In this lesson, your tutor will help you go over the topic “Money”. Go over the following vocabulary and expressions with your tutor first. Read the word/expression and definition out loud, and your tutor will go over anything you do not understand. Practice making a sentence or two to make sure you know how to use the word/expression properly.
|pay off||to finish paying all money that is owed
e.g. I finally paid off my student loan!
|put aside||to save money for a specific purpose
e.g. I‘ve been putting aside some money for my marriage.
|throw money at something||to try to solve a problem by indiscriminately spending money on it.
e.g. This agency has thrown money at the housing problem, but it has been nothing but a long-term disaster.
|it’s a steal||If you find something that you want for a very low price, much lower than what it is worth, you can say ‘it’s a steal!’.
e.g. He’s selling it for $20? At that price it’s a steal!
|out of your own pocket||If you pay for something out of your own pocket, you cover the cost with your own money.
e.g. Breakfast is included but you must pay for lunch out of your own pocket.
|loan shark||A loan shark is a person who lends money at extremely high interest rates to people who are unable to obtain a loan from the bank.
e.g. The young immigrant was beaten because he was late paying back money to a loan shark.
|eat/dip into one’s savings||If you eat or dip into your savings, you spend part of the money you have put aside for future use.
e.g. I had to dip into my savings to have the car repaired.
|cash in your chips||If you cash in your chips, you sell something, especially shares, either because you need the money or because you think the value is going to fall.
e.g. Andy cashed in his chips as soon as business started to slow down.
|burn your fingers||If you burn your fingers (or get your fingers burnt), you suffer financially as a result of foolish behaviour.
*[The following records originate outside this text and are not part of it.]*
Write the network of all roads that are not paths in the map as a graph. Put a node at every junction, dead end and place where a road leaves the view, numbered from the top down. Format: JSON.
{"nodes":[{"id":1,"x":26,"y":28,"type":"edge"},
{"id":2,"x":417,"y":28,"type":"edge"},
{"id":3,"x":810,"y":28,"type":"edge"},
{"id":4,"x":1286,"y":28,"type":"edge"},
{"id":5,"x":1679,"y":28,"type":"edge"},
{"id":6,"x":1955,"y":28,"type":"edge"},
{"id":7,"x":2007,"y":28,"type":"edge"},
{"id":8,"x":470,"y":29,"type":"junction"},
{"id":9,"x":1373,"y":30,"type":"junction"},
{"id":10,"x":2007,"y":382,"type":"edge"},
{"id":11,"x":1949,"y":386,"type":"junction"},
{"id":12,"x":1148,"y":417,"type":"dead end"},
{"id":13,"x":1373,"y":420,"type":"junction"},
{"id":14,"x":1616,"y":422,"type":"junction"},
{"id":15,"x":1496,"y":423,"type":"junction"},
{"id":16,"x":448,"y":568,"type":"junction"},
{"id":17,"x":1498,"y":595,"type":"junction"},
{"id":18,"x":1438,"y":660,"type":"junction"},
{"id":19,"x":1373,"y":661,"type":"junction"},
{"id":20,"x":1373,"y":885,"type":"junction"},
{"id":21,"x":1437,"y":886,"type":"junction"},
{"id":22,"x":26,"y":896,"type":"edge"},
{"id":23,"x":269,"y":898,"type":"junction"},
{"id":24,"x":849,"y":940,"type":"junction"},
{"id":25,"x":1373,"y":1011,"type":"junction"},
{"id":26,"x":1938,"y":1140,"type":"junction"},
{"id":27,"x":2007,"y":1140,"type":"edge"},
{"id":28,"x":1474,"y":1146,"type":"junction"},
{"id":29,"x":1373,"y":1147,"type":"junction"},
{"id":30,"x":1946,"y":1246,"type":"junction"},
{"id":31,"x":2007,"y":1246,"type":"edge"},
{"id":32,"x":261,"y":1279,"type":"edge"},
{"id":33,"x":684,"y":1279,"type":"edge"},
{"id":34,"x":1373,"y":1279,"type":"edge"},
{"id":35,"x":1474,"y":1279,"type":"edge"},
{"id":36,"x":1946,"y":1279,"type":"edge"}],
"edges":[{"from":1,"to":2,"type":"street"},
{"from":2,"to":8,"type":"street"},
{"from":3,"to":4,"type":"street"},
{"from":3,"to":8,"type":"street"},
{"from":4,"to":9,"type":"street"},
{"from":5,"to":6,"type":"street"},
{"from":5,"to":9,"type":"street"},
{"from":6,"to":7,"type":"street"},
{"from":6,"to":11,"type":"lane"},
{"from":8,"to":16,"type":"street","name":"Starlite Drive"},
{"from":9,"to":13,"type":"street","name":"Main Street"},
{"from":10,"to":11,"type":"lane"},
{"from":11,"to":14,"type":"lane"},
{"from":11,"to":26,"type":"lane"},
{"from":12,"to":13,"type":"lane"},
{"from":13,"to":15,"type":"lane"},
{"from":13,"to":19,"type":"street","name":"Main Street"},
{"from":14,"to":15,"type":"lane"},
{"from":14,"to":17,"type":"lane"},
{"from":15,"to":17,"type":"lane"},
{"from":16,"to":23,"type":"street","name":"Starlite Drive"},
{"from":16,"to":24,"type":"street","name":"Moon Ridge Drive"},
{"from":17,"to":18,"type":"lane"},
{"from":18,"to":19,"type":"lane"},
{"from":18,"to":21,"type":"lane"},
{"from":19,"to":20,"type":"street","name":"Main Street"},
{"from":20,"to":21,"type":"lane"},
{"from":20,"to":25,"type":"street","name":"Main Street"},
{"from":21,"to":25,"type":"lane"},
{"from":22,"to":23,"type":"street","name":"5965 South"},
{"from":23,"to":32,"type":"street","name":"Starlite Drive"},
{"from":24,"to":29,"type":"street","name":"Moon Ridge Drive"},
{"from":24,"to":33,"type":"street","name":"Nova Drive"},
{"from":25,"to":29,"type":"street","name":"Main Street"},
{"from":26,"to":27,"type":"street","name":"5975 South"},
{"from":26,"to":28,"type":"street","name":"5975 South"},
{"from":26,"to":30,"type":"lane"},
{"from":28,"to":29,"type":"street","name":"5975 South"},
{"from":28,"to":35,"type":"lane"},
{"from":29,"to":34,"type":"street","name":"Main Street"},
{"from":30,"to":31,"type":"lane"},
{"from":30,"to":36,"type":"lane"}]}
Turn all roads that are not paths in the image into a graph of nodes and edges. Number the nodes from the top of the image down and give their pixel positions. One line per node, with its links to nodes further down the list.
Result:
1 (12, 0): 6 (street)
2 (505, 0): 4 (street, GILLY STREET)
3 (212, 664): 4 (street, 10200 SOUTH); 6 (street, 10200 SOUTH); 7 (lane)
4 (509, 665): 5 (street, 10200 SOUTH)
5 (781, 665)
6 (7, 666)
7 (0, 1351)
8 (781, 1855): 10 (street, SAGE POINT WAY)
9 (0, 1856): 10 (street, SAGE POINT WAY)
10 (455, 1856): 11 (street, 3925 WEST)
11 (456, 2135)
e.g. Jack got his fingers burnt playing on the stock market.
|back-of-the-envelope calculation||This expression refers to a quick approximate calculation done informally, as on the back of an envelope.
e.g. I don’t need the exact amount. Just give me a back-of-the-envelope calculation.
Use the following questions as a guideline to form an interesting conversation with your tutor. Feel free to diverge if anything interesting comes up.
- Is money important to you?
- What’s the most expensive thing that you have ever bought?
- How much money have you spent today? What did you spend it on?
- What is the minimum someone needs to live on in your country?
- How important do you think it is to save money?
- What is good about money? What is bad about it?
- Do you think money brings happiness?
- Do people worry about money too much?
- Can you be rich without a lot of money?
- Do you agree with the expression “money is the root of all evil”? Share your thoughts with your Cambly tutor!